Tuesday, September 30, 2003

My latest Tribune story:
On sister cities exchange programs between Schaumburg, Ill. and Schaumburg, Germany.

-My Tribune archive

Monday, September 29, 2003

My latest Books&Culture Corner:
On Eugene Peterson's "The Contemplative Christian in America," a lecture hosted by The Christian Century which I attended last week:

My latest B&C blog:
A second look at the Wall Street Journal's "lucky duckies" editorial, with a detour into social pscyhology's Tragedy of the Commons scenario.

-My B&C blog archive

Friday, September 26, 2003

Today is my 24th birthday. I usually seize on such milestones to zoom out and reflect on life (as I did last year), and this seems especially appropriate at 24. I don't know why, but 24 seems like the age where you're supposed to think you have life figured out. In your teens you're clueless; 20-23, you're occupied by college and first-job worries. But 24, you're supposed to be going somewhere. I reflected earlier on my confusion about where I've been this past year (though I do feel contentment with life, which is more important than confidence). But today, in just about the best way to spend a birthday, I attended a series of seminars by the truly wise Eugene Peterson, with my report coming Monday at BooksandCulture.com. That piece will be the best way to sum up my thoughts on a day like this.

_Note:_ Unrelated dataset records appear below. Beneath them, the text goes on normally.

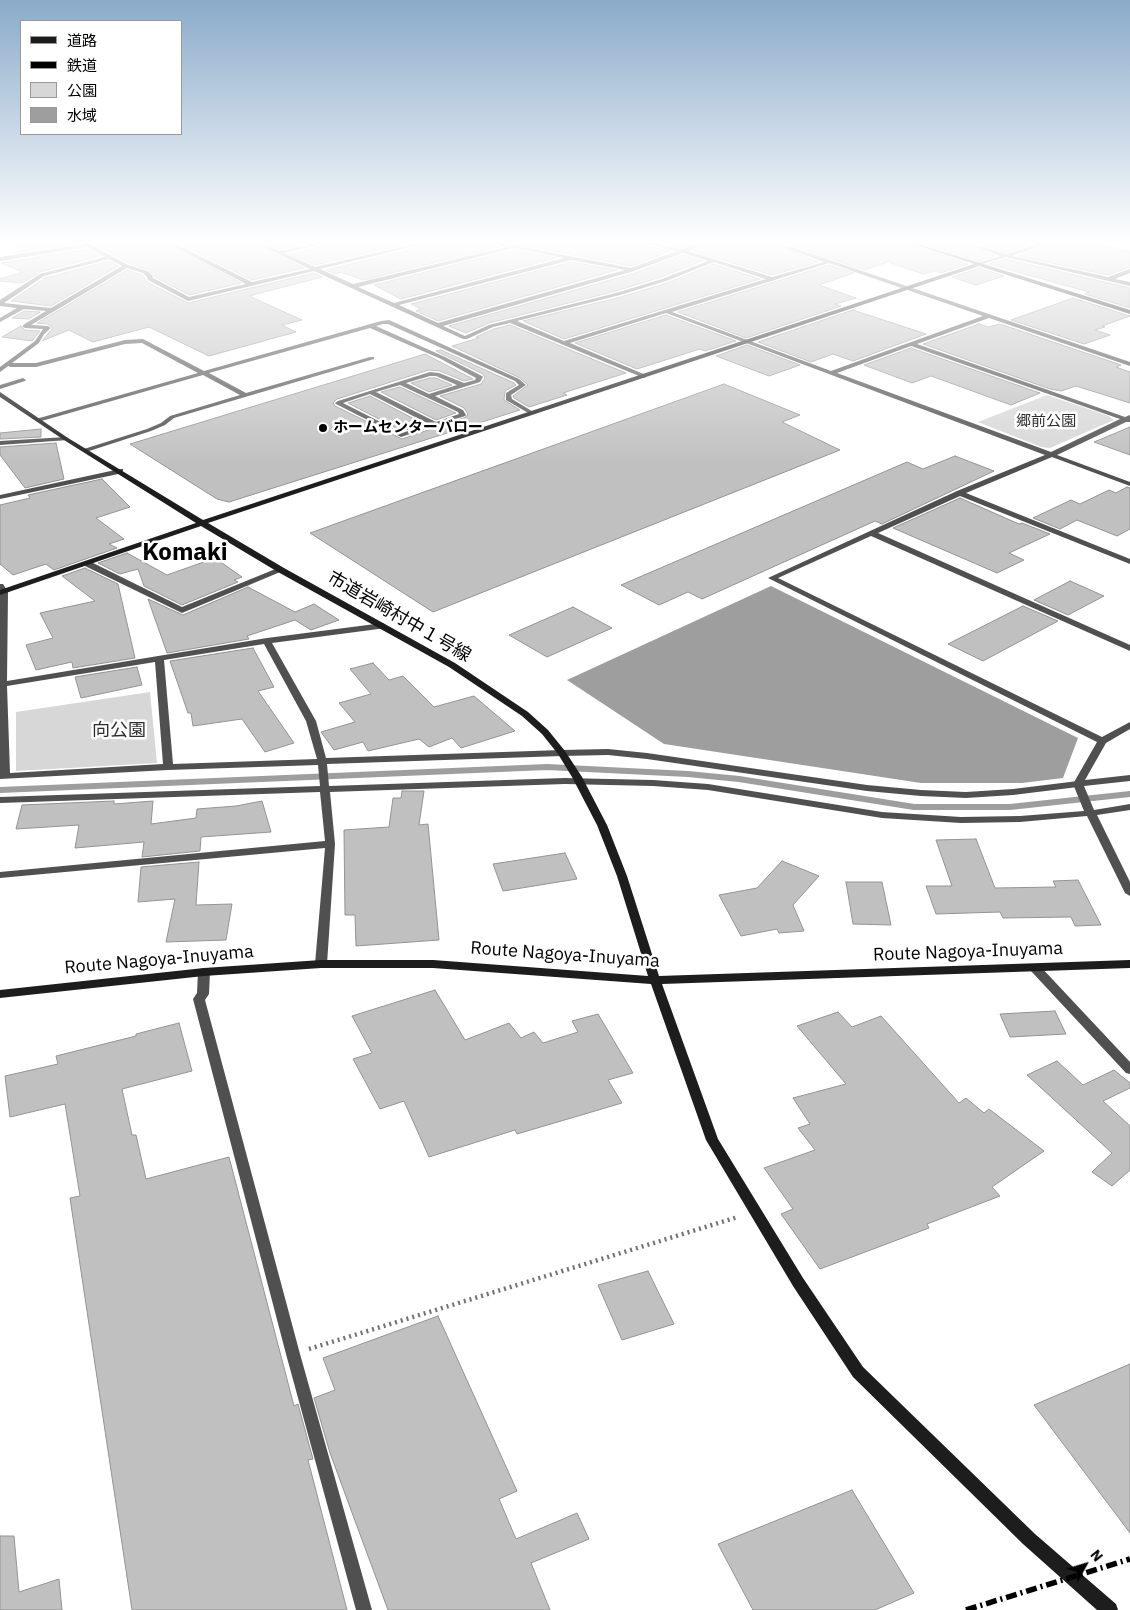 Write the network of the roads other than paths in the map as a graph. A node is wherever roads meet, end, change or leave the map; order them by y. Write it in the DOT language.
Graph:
graph roads {
  1 [pos="43,315"];
  2 [pos="415,315"];
  3 [pos="476,315"];
  4 [pos="534,315"];
  5 [pos="657,315"];
  6 [pos="676,315"];
  7 [pos="827,315"];
  8 [pos="988,316"];
  9 [pos="511,321"];
  10 [pos="371,326"];
  11 [pos="439,326"];
  12 [pos="747,342"];
  13 [pos="564,343"];
  14 [pos="912,344"];
  15 [pos="372,358"];
  16 [pos="1130,364"];
  17 [pos="10,365"];
  18 [pos="0,370"];
  19 [pos="205,373"];
  20 [pos="830,373"];
  21 [pos="644,376"];
  22 [pos="23,380"];
  23 [pos="401,383"];
  24 [pos="0,386"];
  25 [pos="462,386"];
  26 [pos="370,392"];
  27 [pos="245,395"];
  28 [pos="429,396"];
  29 [pos="2,397"];
  30 [pos="532,413"];
  31 [pos="1129,419"];
  32 [pos="38,420"];
  33 [pos="435,424"];
  34 [pos="66,439"];
  35 [pos="0,443"];
  36 [pos="86,450"];
  37 [pos="1051,454"];
  38 [pos="120,470"];
  39 [pos="1130,484"];
  40 [pos="960,493"];
  41 [pos="0,498"];
  42 [pos="202,523"];
  43 [pos="871,533"];
  44 [pos="1130,562"];
  45 [pos="88,564"];
  46 [pos="281,570"];
  47 [pos="1,590"];
  48 [pos="383,626"];
  49 [pos="267,642"];
  50 [pos="1130,648"];
  51 [pos="159,658"];
  52 [pos="2,684"];
  53 [pos="1130,725"];
  54 [pos="1102,741"];
  55 [pos="562,753"];
  56 [pos="322,764"];
  57 [pos="168,767"];
  58 [pos="2,776"];
  59 [pos="1130,778"];
  60 [pos="578,779"];
  61 [pos="1078,784"];
  62 [pos="324,787"];
  63 [pos="0,800"];
  64 [pos="1130,807"];
  65 [pos="1090,811"];
  66 [pos="330,844"];
  67 [pos="0,875"];
  68 [pos="1130,893"];
  69 [pos="321,964"];
  70 [pos="1130,964"];
  71 [pos="1035,968"];
  72 [pos="204,972"];
  73 [pos="655,980"];
  74 [pos="0,994"];
  75 [pos="1130,1070"];
  76 [pos="364,1610"];
  77 [pos="1110,1610"];
  1 -- 17 [label="street"];
  2 -- 11 [label="street"];
  3 -- 11 [label="street"];
  4 -- 9 [label="street"];
  5 -- 13 [label="street"];
  6 -- 12 [label="street"];
  7 -- 12 [label="street"];
  8 -- 14 [label="street"];
  8 -- 16 [label="street"];
  9 -- 11 [label="street"];
  9 -- 13 [label="street"];
  10 -- 19 [label="street"];
  10 -- 25 [label="street"];
  10 -- 30 [label="street"];
  12 -- 20 [label="street"];
  12 -- 21 [label="street"];
  13 -- 21 [label="street"];
  14 -- 20 [label="street"];
  14 -- 31 [label="street"];
  15 -- 27 [label="street"];
  17 -- 18 [label="street"];
  17 -- 19 [label="street"];
  19 -- 27 [label="street"];
  19 -- 32 [label="street"];
  20 -- 37 [label="street"];
  21 -- 30 [label="street"];
  22 -- 24 [label="street"];
  23 -- 25 [label="street"];
  23 -- 26 [label="street"];
  23 -- 28 [label="street"];
  25 -- 28 [label="street"];
  26 -- 33 [label="street"];
  26 -- 33 [label="street"];
  27 -- 36 [label="street"];
  28 -- 33 [label="street"];
  29 -- 32 [label="street, 市道岩崎村中１号線"];
  30 -- 42 [label="street"];
  31 -- 37 [label="street"];
  32 -- 34 [label="street, 市道岩崎村中１号線"];
  34 -- 35 [label="street"];
  34 -- 36 [label="street, 市道岩崎村中１号線"];
  36 -- 38 [label="street, 市道岩崎村中１号線"];
  37 -- 39 [label="street"];
  37 -- 40 [label="street"];
  38 -- 41 [label="street"];
  38 -- 42 [label="street, 市道岩崎村中１号線"];
  40 -- 43 [label="street"];
  40 -- 44 [label="street"];
  42 -- 45 [label="street"];
  42 -- 46 [label="street, 市道岩崎村中１号線"];
  43 -- 50 [label="street"];
  43 -- 54 [label="street"];
  45 -- 46 [label="street"];
  45 -- 47 [label="street"];
  46 -- 48 [label="street, 市道岩崎村中１号線"];
  47 -- 52 [label="street"];
  48 -- 49 [label="street"];
  48 -- 55 [label="street, 市道岩崎村中１号線"];
  49 -- 51 [label="street"];
  49 -- 56 [label="street"];
  51 -- 52 [label="street"];
  51 -- 57 [label="street"];
  52 -- 58 [label="street"];
  53 -- 54 [label="street"];
  54 -- 61 [label="street"];
  55 -- 56 [label="street"];
  55 -- 60 [label="street, 市道岩崎村中１号線"];
  55 -- 61 [label="street"];
  56 -- 57 [label="street"];
  56 -- 62 [label="street"];
  57 -- 58 [label="street"];
  59 -- 61 [label="street"];
  60 -- 62 [label="street"];
  60 -- 65 [label="street"];
  60 -- 73 [label="street, 市道岩崎村中１号線"];
  61 -- 65 [label="street"];
  62 -- 63 [label="street"];
  62 -- 66 [label="street"];
  64 -- 65 [label="street"];
  65 -- 68 [label="street"];
  66 -- 67 [label="street"];
  66 -- 69 [label="street"];
  69 -- 72 [label="street, Route Nagoya-Inuyama"];
  69 -- 73 [label="street, Route Nagoya-Inuyama"];
  70 -- 71 [label="street, Route Nagoya-Inuyama"];
  71 -- 73 [label="street, Route Nagoya-Inuyama"];
  71 -- 75 [label="street"];
  72 -- 74 [label="street, Route Nagoya-Inuyama"];
  72 -- 76 [label="street"];
  73 -- 77 [label="street, 市道岩崎村中１号線"];
}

The second-best birthday present, meanwhile, are Cubs tickets on the last day of the season with everything on the line. My wife and parents and I will be at Wrigley on Sunday to see the Cubs make history.

Wednesday, September 24, 2003

My latest B&C blog:
Thoughts on eyesight and how our senses can betray us (see this week's New Yorker for a piece on restoring the retinas of the blind). Plus, what's wrong with rhetoric about "educational proficiency," by the lucid Malcolm Gladwell.

-My B&C blog archive

Coming next week: my book review roundup.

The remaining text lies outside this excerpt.